Mexico: still not as bad as Taco Bell


Carlos Guerrero and Carlos Guerrero

Mexico has got a bad reputation.

Don’t drink the water, be careful of the swine flu. Add the struggles of controlling the high levels of violent crime due to the country’s ongoing drug war and you’ve got a country not even Liam Neeson would come to save you in.

Perception trumps reality, and people think that all of Mexico is dangerous.

Don’t get me wrong, there are places in Mexico I wouldn’t fly over, but it’s not the whole country.

The most dangerous places in Mexico are the northern states near the border, like Chihuahua, Durango, and Sinaloa. About half of all homicides in Mexico last year were tied to drug violence alone, and, according to a Drug Violence data report, two out of every five killings occurred in just three states: Chihuahua, Sinaloa and Nuevo Leon.

The proximity to the border allows drug cartels, and other organized crime, to have easier access to the U.S. to meet the high demand for drugs.

The border town of Ciudad Juarez, “winner” of Mexico’s most violent city for three years in a row, is one of the worst. The city reached its peak in 2010 when it averaged about eight murders a day. It’s gone down considerably since, but it was way too high to begin with for people to notice the difference.

Mexico is a huge country and doesn’t deserve to be defined by the worst places there.

It’s true, it doesn’t sound very appealing to go on vacation to the country with the city that has the title “murder capital of the world,” but there are things being done to help.

According to the Latin American Herald Tribune, the Mexican government is implementing a national tourism policy that emphasizes safety and a good tourist experience.

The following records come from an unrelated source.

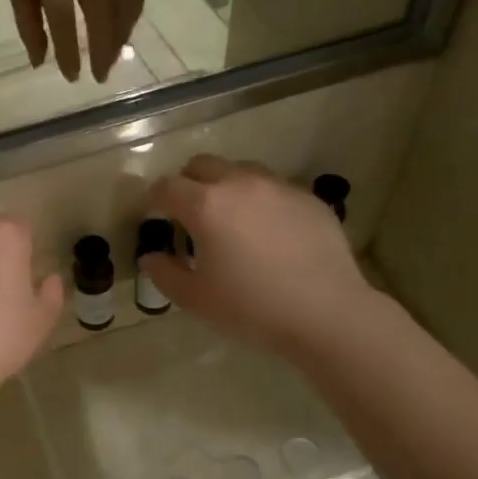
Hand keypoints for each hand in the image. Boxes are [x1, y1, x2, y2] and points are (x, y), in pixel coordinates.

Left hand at [9, 0, 146, 83]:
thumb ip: (28, 26)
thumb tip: (41, 63)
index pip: (62, 13)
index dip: (68, 48)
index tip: (72, 76)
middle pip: (100, 10)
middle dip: (102, 48)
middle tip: (100, 76)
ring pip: (123, 3)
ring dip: (120, 38)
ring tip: (110, 61)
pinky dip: (131, 19)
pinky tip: (122, 36)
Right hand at [139, 155, 376, 359]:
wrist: (326, 314)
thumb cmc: (251, 308)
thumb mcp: (195, 299)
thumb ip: (164, 273)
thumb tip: (151, 257)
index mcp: (206, 205)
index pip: (167, 187)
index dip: (153, 199)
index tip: (152, 215)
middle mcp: (241, 184)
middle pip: (202, 165)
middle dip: (188, 183)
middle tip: (188, 215)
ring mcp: (279, 187)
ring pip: (241, 171)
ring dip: (225, 187)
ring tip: (230, 220)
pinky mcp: (309, 199)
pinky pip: (274, 189)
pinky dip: (260, 201)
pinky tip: (268, 234)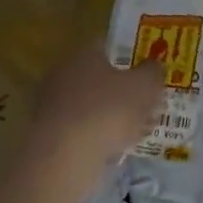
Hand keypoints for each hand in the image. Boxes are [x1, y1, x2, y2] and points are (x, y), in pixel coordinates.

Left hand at [26, 41, 165, 183]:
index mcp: (83, 54)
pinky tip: (116, 150)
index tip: (148, 72)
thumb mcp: (144, 87)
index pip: (108, 47)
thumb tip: (153, 66)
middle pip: (99, 78)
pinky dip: (98, 137)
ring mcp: (52, 105)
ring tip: (137, 132)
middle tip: (146, 105)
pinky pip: (82, 130)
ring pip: (91, 106)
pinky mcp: (49, 134)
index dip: (131, 57)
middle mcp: (62, 74)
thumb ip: (152, 73)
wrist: (64, 155)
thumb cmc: (107, 111)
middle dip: (123, 91)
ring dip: (112, 117)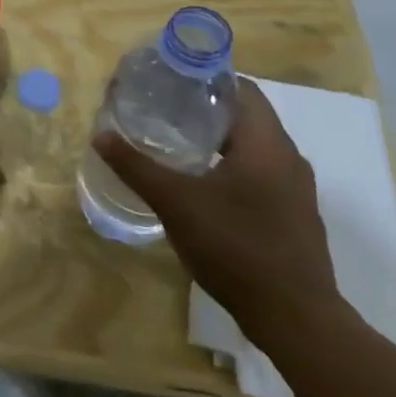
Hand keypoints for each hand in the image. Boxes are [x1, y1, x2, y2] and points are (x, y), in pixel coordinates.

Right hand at [99, 77, 341, 347]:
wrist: (295, 319)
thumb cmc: (235, 247)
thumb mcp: (175, 202)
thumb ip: (136, 165)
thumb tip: (100, 135)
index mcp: (266, 144)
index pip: (241, 87)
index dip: (205, 77)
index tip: (168, 79)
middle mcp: (287, 158)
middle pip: (245, 114)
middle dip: (202, 107)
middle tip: (159, 107)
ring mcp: (295, 189)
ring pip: (252, 145)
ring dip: (216, 137)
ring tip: (172, 140)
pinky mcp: (293, 214)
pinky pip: (259, 171)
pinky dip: (228, 164)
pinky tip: (198, 181)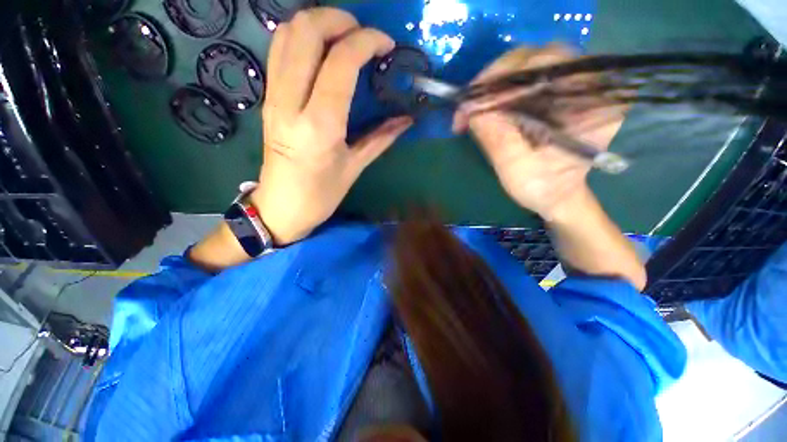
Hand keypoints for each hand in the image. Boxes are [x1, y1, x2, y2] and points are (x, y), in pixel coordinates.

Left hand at [250, 8, 411, 244]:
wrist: (281, 206)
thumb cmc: (321, 195)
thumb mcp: (354, 168)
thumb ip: (381, 138)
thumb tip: (407, 120)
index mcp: (320, 126)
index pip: (340, 62)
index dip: (367, 42)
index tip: (386, 46)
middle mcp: (291, 103)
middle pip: (307, 32)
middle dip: (340, 20)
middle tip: (364, 35)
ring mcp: (274, 97)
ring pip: (288, 34)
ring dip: (319, 23)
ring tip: (345, 38)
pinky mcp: (267, 98)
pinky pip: (279, 51)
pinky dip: (302, 38)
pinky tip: (322, 52)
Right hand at [453, 45, 623, 221]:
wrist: (557, 196)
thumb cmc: (543, 188)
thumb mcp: (517, 169)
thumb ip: (496, 137)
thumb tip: (470, 107)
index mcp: (594, 102)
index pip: (546, 65)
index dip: (501, 80)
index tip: (469, 106)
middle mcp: (590, 83)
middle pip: (536, 58)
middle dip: (494, 80)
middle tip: (468, 106)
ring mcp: (574, 85)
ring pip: (528, 65)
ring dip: (494, 84)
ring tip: (474, 108)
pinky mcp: (558, 92)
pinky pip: (525, 78)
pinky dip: (500, 90)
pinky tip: (486, 108)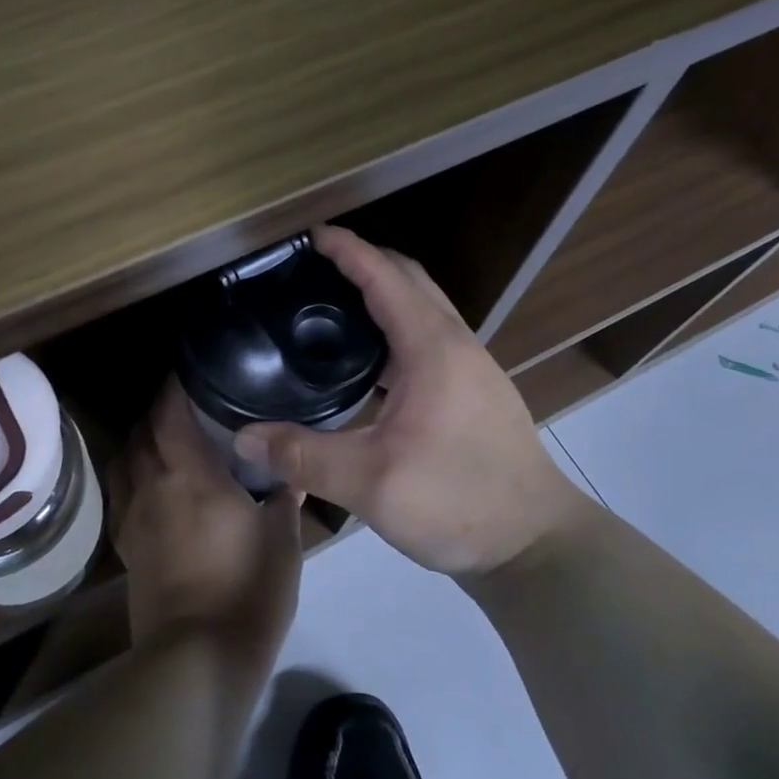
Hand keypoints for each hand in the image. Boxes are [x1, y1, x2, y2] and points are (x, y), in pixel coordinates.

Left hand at [110, 377, 304, 668]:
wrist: (200, 656)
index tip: (189, 371)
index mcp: (190, 475)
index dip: (173, 386)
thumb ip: (283, 498)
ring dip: (140, 441)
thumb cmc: (248, 589)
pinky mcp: (126, 547)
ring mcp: (134, 518)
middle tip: (185, 405)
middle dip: (157, 411)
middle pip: (142, 432)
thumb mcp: (282, 539)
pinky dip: (132, 476)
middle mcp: (153, 486)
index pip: (169, 413)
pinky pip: (121, 495)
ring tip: (165, 439)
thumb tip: (290, 474)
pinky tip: (150, 485)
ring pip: (125, 461)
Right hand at [233, 225, 593, 575]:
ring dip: (384, 293)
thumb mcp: (370, 483)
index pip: (386, 276)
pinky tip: (367, 362)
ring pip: (423, 308)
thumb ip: (302, 457)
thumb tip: (243, 437)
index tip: (309, 235)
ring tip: (333, 306)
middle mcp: (456, 345)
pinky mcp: (474, 392)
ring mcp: (471, 368)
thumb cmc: (457, 502)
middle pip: (410, 280)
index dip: (347, 250)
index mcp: (433, 349)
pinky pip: (429, 337)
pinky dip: (396, 327)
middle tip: (315, 268)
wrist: (534, 543)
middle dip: (365, 261)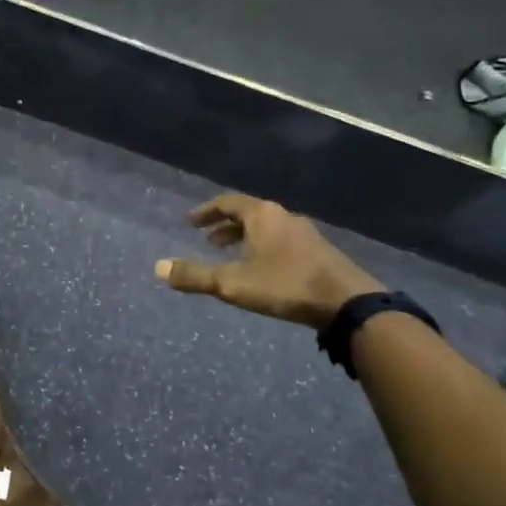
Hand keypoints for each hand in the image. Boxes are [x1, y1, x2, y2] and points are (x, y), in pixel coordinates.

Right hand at [155, 193, 383, 327]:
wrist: (347, 302)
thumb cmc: (285, 285)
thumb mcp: (233, 284)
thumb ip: (196, 276)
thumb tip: (158, 268)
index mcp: (262, 215)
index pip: (227, 202)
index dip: (206, 211)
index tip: (190, 222)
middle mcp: (283, 216)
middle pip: (248, 213)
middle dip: (225, 226)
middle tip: (207, 240)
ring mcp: (304, 233)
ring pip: (266, 228)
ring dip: (245, 238)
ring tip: (232, 256)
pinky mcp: (319, 251)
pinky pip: (282, 240)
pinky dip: (263, 247)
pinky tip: (263, 269)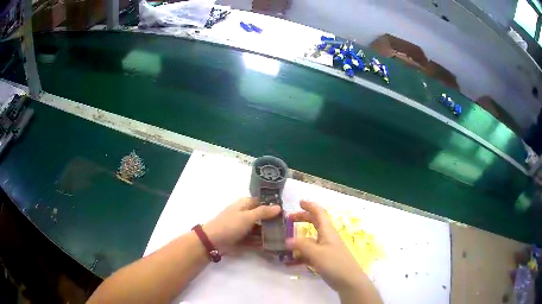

Tourism accounts for nearly nine percent of Mexico’s gross domestic product and, according to the Los Angeles Times, Mexico predicts it will host 24.7 million foreign visitors in 2013. Image problem or not, people are still going to visit.

The east coast is better and safer. With Acapulco dropping in popularity, tourism is still strong in cleaner and safer resort cities, like Cabo San Lucas and Cancun. Even Mexico City, once on the dangerous side, has made strides and is a safe place to visit as of late.

It’s also not as bad as some of its neighboring countries in Central America. Those countries are so dangerous, maybe it’s best Mexico stopped hanging out with that crowd.